С точки зрения сложившегося в 1930-е годы политического режима Михаил Данилкин – человек партийной нормы, т. е., воспользуемся интерпретацией М. Фуко, представлял собой «кристаллизацию опыта целого ряда властей»[580].

Отметим, однако, что партийные нормы отнюдь не были лучеобразными, вытянутыми по струнке. В них был предусмотрен коридор возможностей. Иначе говоря, равенство дополнялось ранговыми преимуществами; самоотверженный труд – идеалом зажиточного и культурного быта; аскетизм – легализацией потребительских практик; принцип критики и самокритики – поддержанием авторитета начальства. Иными словами, норма размещалась в интервале между этими полюсами. Власть расставляла акценты, то сужая коридор возможностей, то расширяя его. Так, в 1946 г. Сталин вновь обратился к идее самокритики:

Человек, который не способен сам себя критиковать, проверять свою работу, каждый день к исходу дня не задавать себе вопроса: «А как я сегодня работал?» – такой человек, он не может быть советским человеком, такой человек – трус. Скажу больше. У этого человека нет мужества сказать правду о себе[581].

Утверждать, что М. Данилкин колебался вместе с партийной линией, было бы неверно. Ему случалось попадать в такт властной музыке. В разоблачении космополитизма, например. Или в недоверии к евреям. Разоблачая сионистов, Данилкин не мог знать, что фактически повторяет слова Сталина, записанные на заседании Президиума ЦК КПСС:

Любой еврей-националист – это агент америк[анской] разведки. Евреи-националисты считают, что их нацию спасли США (там можно стать богачом, буржуа и т. д.). Они считают себя обязанными американцам. Среди врачей много евреев-националистов[582].

В этом случае М. Данилкин угадал, в других случаях – нет.

Он всегда находился на самой границе нормы: там, где одобрялся аскетизм, проповедовалось равенство, требовались критика и самокритика, признавались демократические формы социальной организации. Право красноармейцев расстреливать без суда и следствия трусов – командиров, например. В такой ситуации для М. Данилкина всегда существовала опасность оступиться, соскользнуть, перейти невидимую границу и оказаться в лагере врагов партии – троцкистов. Он вряд ли подозревал, что пущенное им в оборот словечко «аристократия» для презрительного обозначения партийных чинуш на самом деле принадлежало Л.Д. Троцкому:

В СССР неравенство не смягчается, а обостряется, притом не по дням, а по часам. Приостановить этот рост социального неравенства невозможно иначе, как революционными мерами против новой аристократии. В этом, и только в этом, суть нашей позиции[583].

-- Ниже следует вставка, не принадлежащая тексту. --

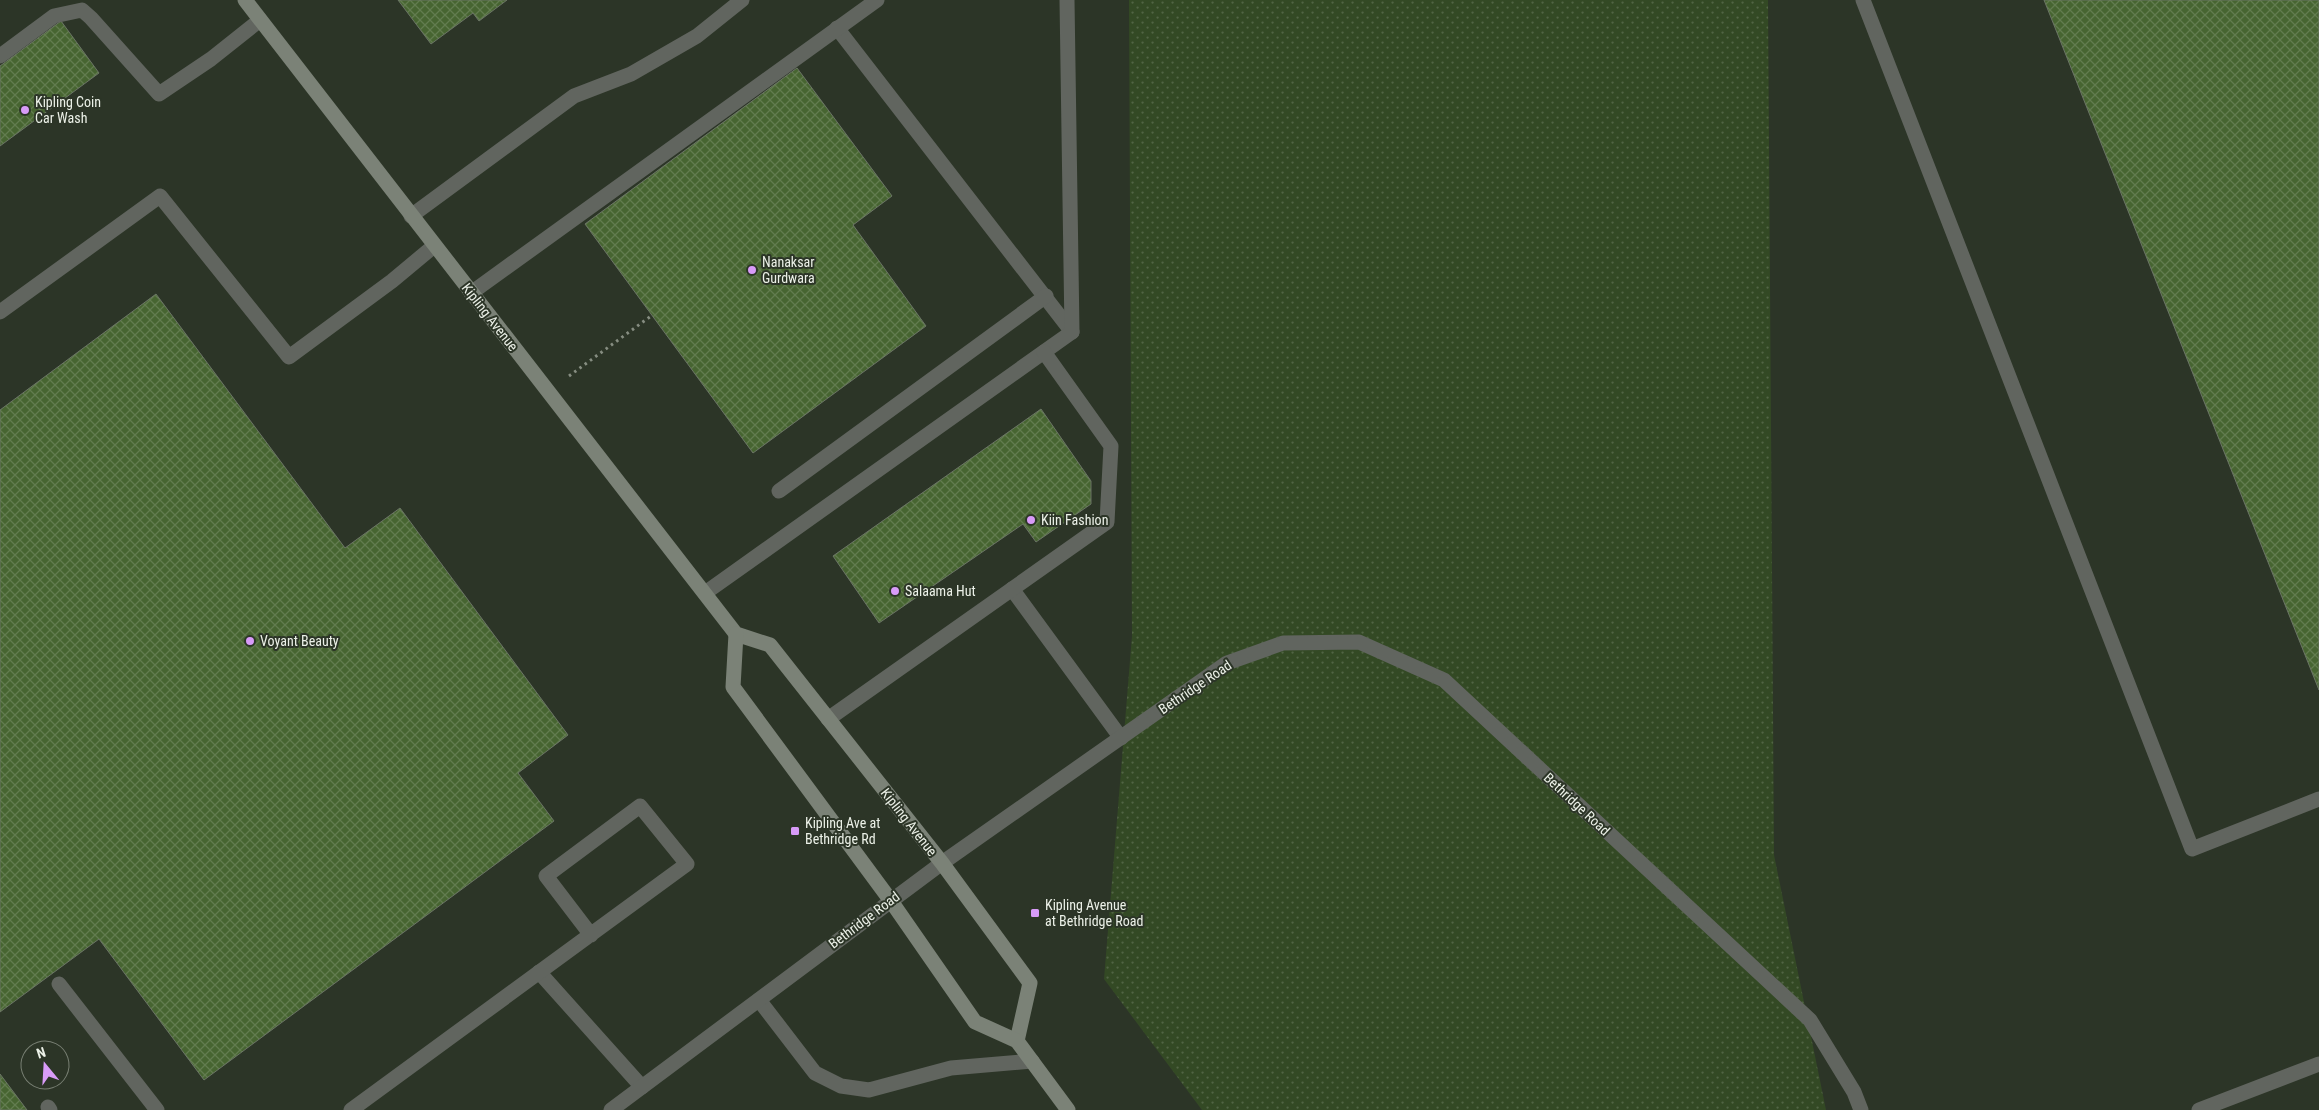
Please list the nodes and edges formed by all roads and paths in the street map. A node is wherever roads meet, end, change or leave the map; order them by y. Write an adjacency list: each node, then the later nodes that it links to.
1 (245, 0): 6 (main road, Kipling Avenue)
2 (742, 0): 9 (street)
3 (877, 0): 7 (street)
4 (1067, 0): 15 (street)
5 (1864, 0): 24 (street)
6 (260, 20): 8 (street); 9 (main road, Kipling Avenue)
7 (837, 28): 11 (street); 12 (street)
8 (0, 56)
9 (411, 216): 10 (main road, Kipling Avenue)
10 (434, 246): 11 (main road, Kipling Avenue); 13 (street)
11 (471, 293): 17 (main road, Kipling Avenue)
12 (1046, 296): 15 (street); 18 (street)
13 (0, 312)
14 (651, 316): 17 (path)
15 (1072, 332): 16 (street)
16 (1044, 352): 19 (street); 20 (street)
17 (547, 392): 20 (main road, Kipling Avenue)
18 (779, 491)
19 (1012, 589): 22 (street); 23 (street)
20 (705, 593): 21 (main road, Kipling Avenue)
21 (736, 634): 22 (main road, Kipling Avenue); 26 (main road)
22 (828, 719): 25 (main road, Kipling Avenue)
23 (1121, 738): 25 (street, Bethridge Road); 39 (street, Bethridge Road)
24 (2319, 799)
25 (942, 862): 26 (street, Bethridge Road); 31 (main road, Kipling Avenue)
26 (890, 901): 30 (street, Bethridge Road); 31 (main road)
27 (591, 935): 27 (street); 28 (street)
28 (539, 972): 34 (street); 36 (street)
29 (58, 984): 35 (street)
30 (759, 1000): 32 (street); 34 (street, Bethridge Road)
31 (1017, 1041): 32 (main road)
32 (1032, 1061): 38 (main road)
33 (2319, 1064): 40 (street)
34 (642, 1087): 37 (street, Bethridge Road)
35 (157, 1110)
36 (351, 1110)
37 (611, 1110)
38 (1068, 1110)
39 (1861, 1110)
40 (2199, 1110)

Не только в секретных писаниях, но и во вполне легальной работе М.Т. Данилкин придерживался левой позиции. Он взял на себя функцию разгребателя грязи, разоблачителя проделок местной номенклатуры, бесстрашного барабанщика, готового с риском для карьеры подавать сигнал за сигналом союзным властям: и лично Сталину, и уполномоченным вождем лицам. И в этом случае очень тонкая нить отделяла справедливую критику отдельных руководителей от злостной клеветы на партийные и государственные органы. Всю свою жизнь М.Т. Данилкин ходил по краю, пока не выпал из нормативного поля. Дело было даже не в его позиции. Власти чуть-чуть сдвинули границы: от аскетизма к благосостоянию, от уравнительности – к имущественному расслоению в зависимости от результатов труда, а на самом деле от ранговых полномочий. Граница сдвинулась, а Данилкин остался на том же месте, но уже за пределами дозволенного. Он почувствовал, что мир изменился, и попытался остановить его движение в сторону от столбового пути к социализму.